Arthur Goldstuck
4 minute read
16 Sep 2016
1:15 pm

Fitbit: Style added to technology, health metrics

Arthur Goldstuck

Fitbit story is fascinating and is about to enter its next phase as wearables graduate from mere utility to decoration.

Fitbit: Wearables graduate from mere utility to decoration.

It was a fashion show with a difference. Against the backdrop of the annual IFA consumer technology expo in Berlin, Fitbit chose a counterculture venue called Haubentaucher to show how its latest devices could be worn as both accessories and fitness devices.

Male and female models dressed in white outfits paraded along a temporary ramp built over a swimming pool, almost implying the devices would keep working if they fell into the water. The gadgets marked the next step in the evolution of the activity wrist band: the new Fitbit Flex 2 featured a removable tracker that could be slotted into a bracelet for the wrist or a pendant for the neck.

The potential was clear: the tracking component could be fitted into any clothing accessory or other wearable device. The bracelet and pendant were just the beginning. Fitbit also launched the Charge 2, the latest version of its market-leading activity band, with a larger screen that allows display of text messages.

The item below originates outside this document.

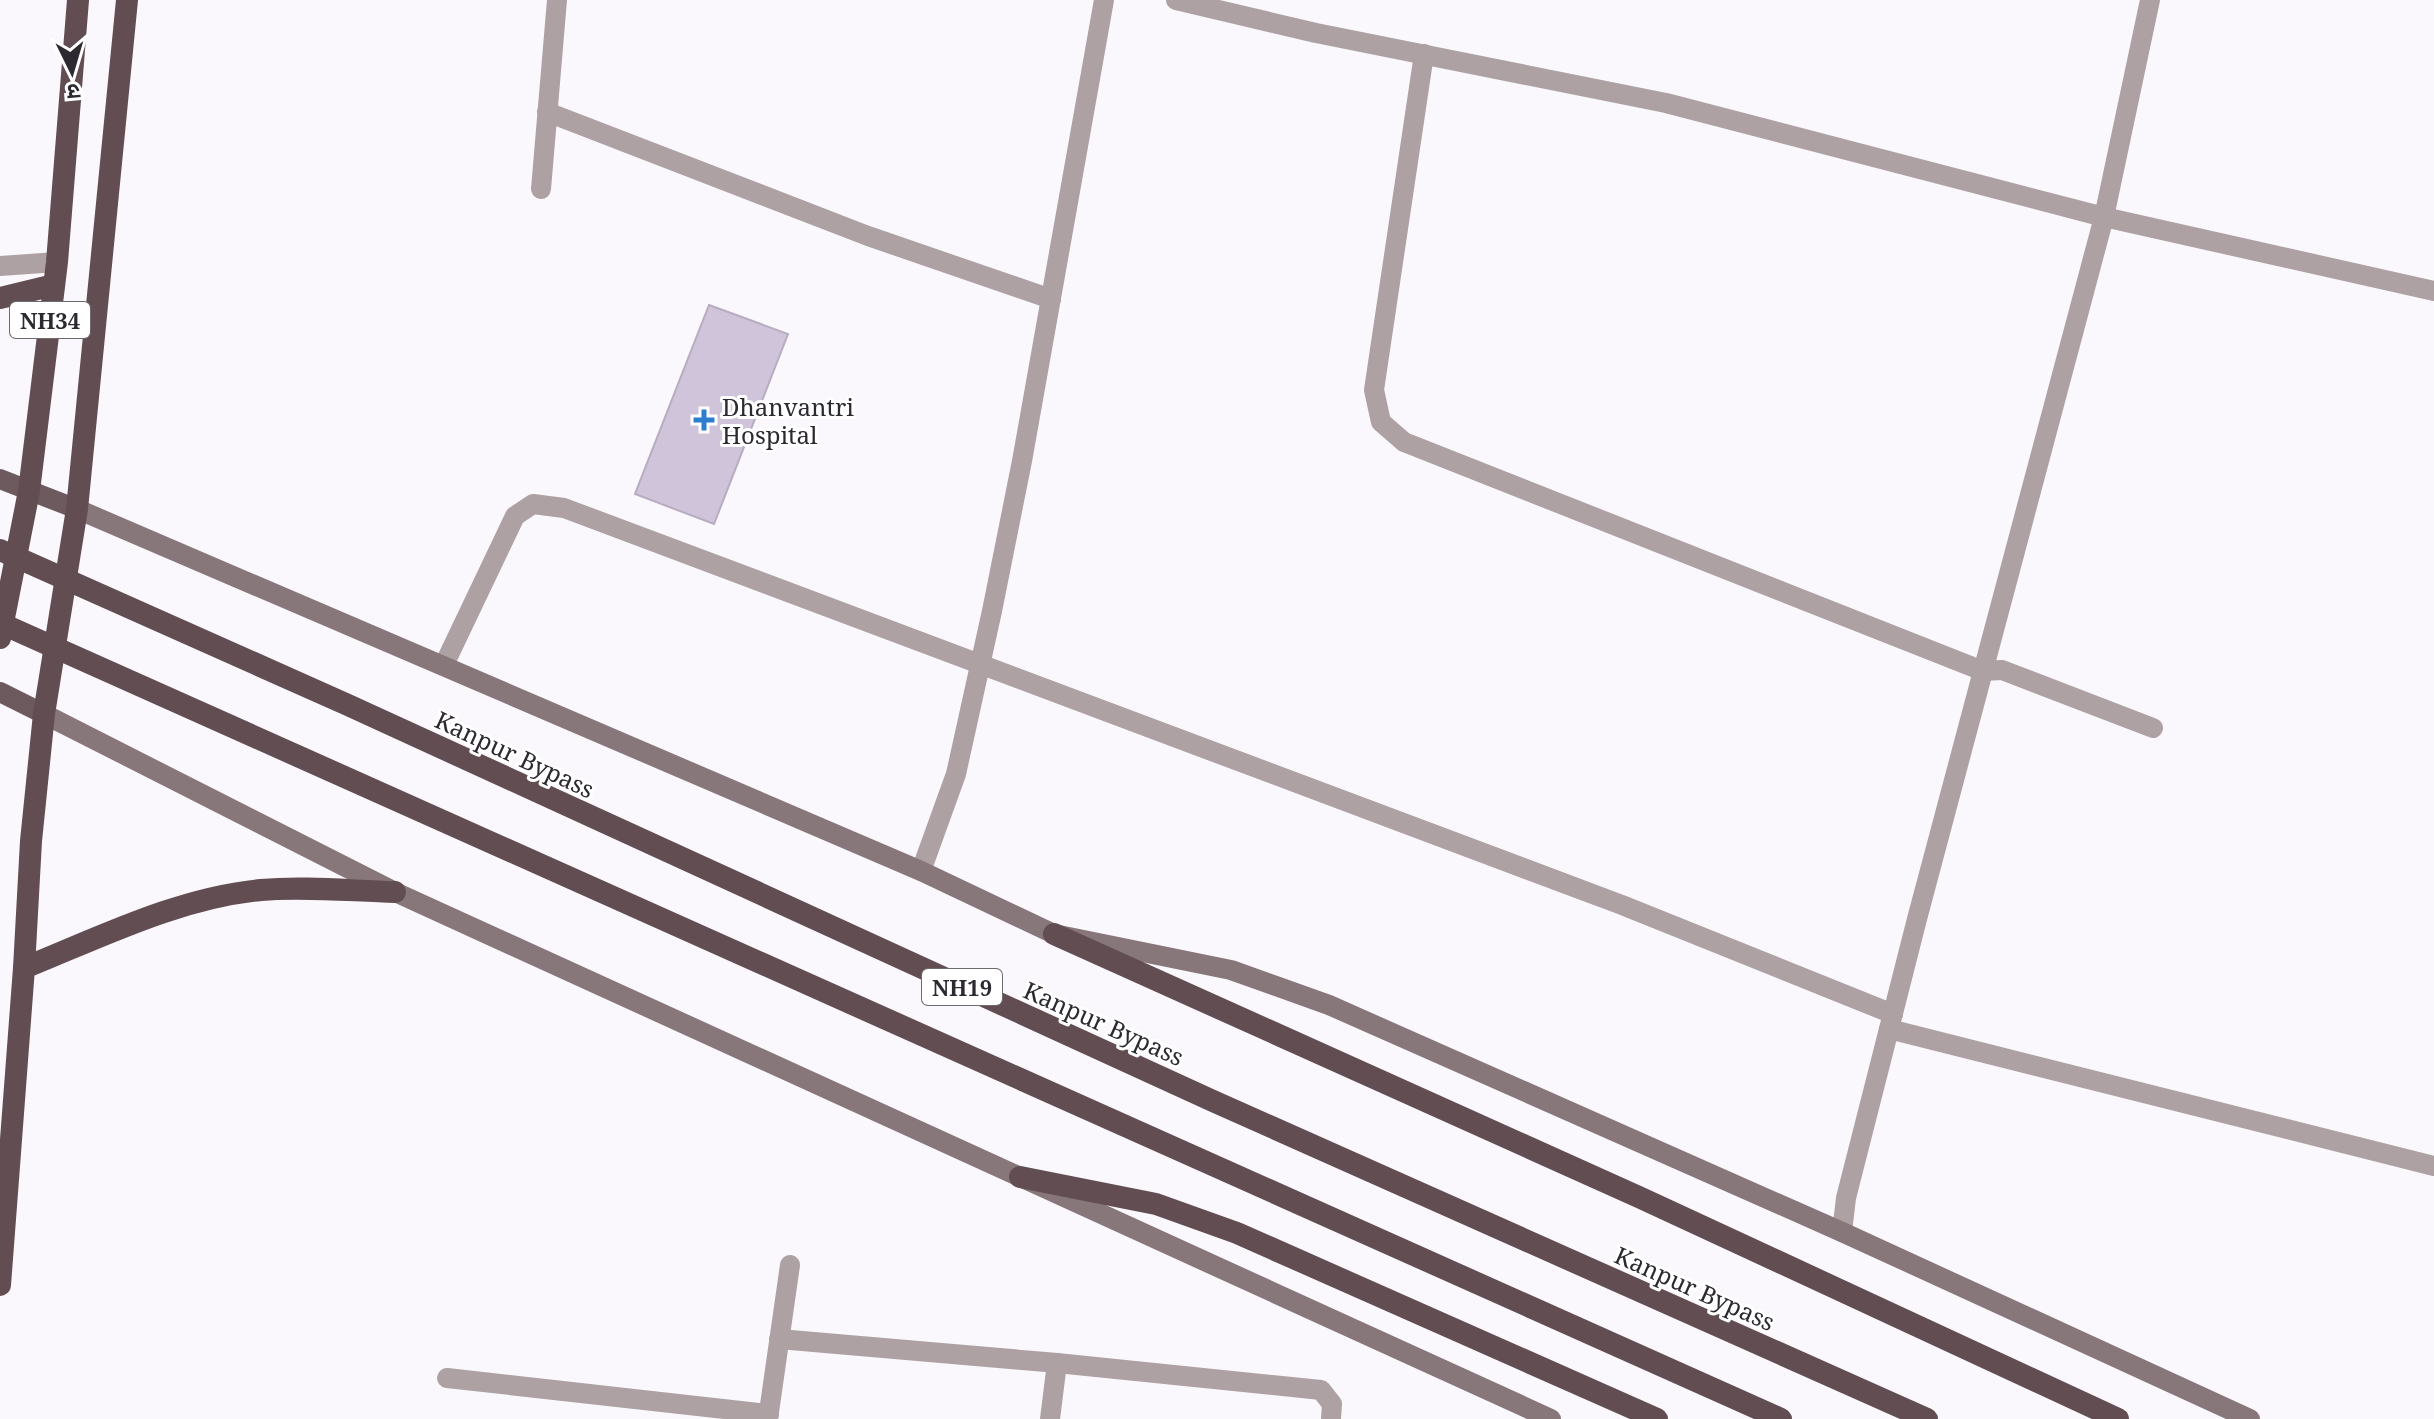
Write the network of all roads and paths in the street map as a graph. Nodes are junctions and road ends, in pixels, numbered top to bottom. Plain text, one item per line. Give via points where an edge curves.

It also features automatic sports tracking and “guided breathing” to help users regulate breathing and enhance relaxation. James Park, CEO and co-founder of Fitbit, added a buzz to the event by introducing the new devices. He has practically invented an industry by spotting what was missing in other inventions.

“I was very excited about the Nintendo Wii. I was really amazed at the way it made gaming something fun, active and positive,” Park said. “Families were getting off the couch. We thought, how do we capture that magic and put it in portable form?” He and co-founder Eric Friedman had less difficulty coming up with a solution than they had naming it, he admits.

“My co-founder and I were going through hundreds of names and variations. One day, I was just napping and I woke up and thought, ‘Hey, Fitbit!’ It just came out of the blue. Unfortunately, domain names were hard to come by. We reached out to the owner, who happened to live in Russia. We had an e-mail dialogue, asked how much do you want and he said $10 000. I said, how about $2 000? He replied okay, and we paid him via PayPal.”

Those were the easy bits. The next step, getting the product to market, is normally where even the coolest products fail. They chose the TechCrunch50 start-up conference to showcase their device.

The online publication that hosted the event, TechCrunch, described what was then a clip-on device in quaint terms: a wireless 3D pedometer and diet monitoring system that will cost $99 and connect online to upload activity levels and food intake.

“I don’t think success was a given in the early days,” Park said. “When we announced our first product at TechCrunch 50, Eric asked how many pre-orders I expected. He said five. I said, that’s pessimistic, I expect 50. By the end of the day, we had a couple of thousand pre-orders.” It was exhilarating, but it was the kind of success that can land a start-up in deep trouble.

“We’d only raised $2 million in capital, pretty small for a hardware start-up. It forced us to be pretty efficient and mean. We were always cognisant of the fact that we couldn’t depend on capital markets for money and one of our primary goals was to get profits going.”

Eight years later, Fitbit presides over the two best-selling products in history in the category, the Flex and the Charge. Its attempt at a smartwatch, the Blaze, has been less successful, as it is perceived to compete directly with the far more popular Apple Watch.

But as far as Park is concerned, it is about offering more options. “We wanted to make the successors to our original products more motivating, so we added health metrics and made the devices more stylish. People are looking for more style from this category. The devices are also getting smarter as we gradually introduce more connectivity functionality,” Park said.

“For example, your cardio fitness level tells you how well your body is using oxygen. To get access to this technology before, you had to be a performance athlete and go to a lab and spend a lot of money. We’ve encapsulated this in a small digital format on your wrist.”

According to Park, Fitbit spends the largest proportion of its research and development budget on sensors and algorithms and plans to continue developing new sensors that will give people better metrics about their health. His ambition for Fitbit is not as immodest as it may seem, considering what it has already achieved: “It will be incredible if Fitbit is considered an integral part of people’s health journey, in the same way as people wouldn’t think of buying a car without a seatbelt today.”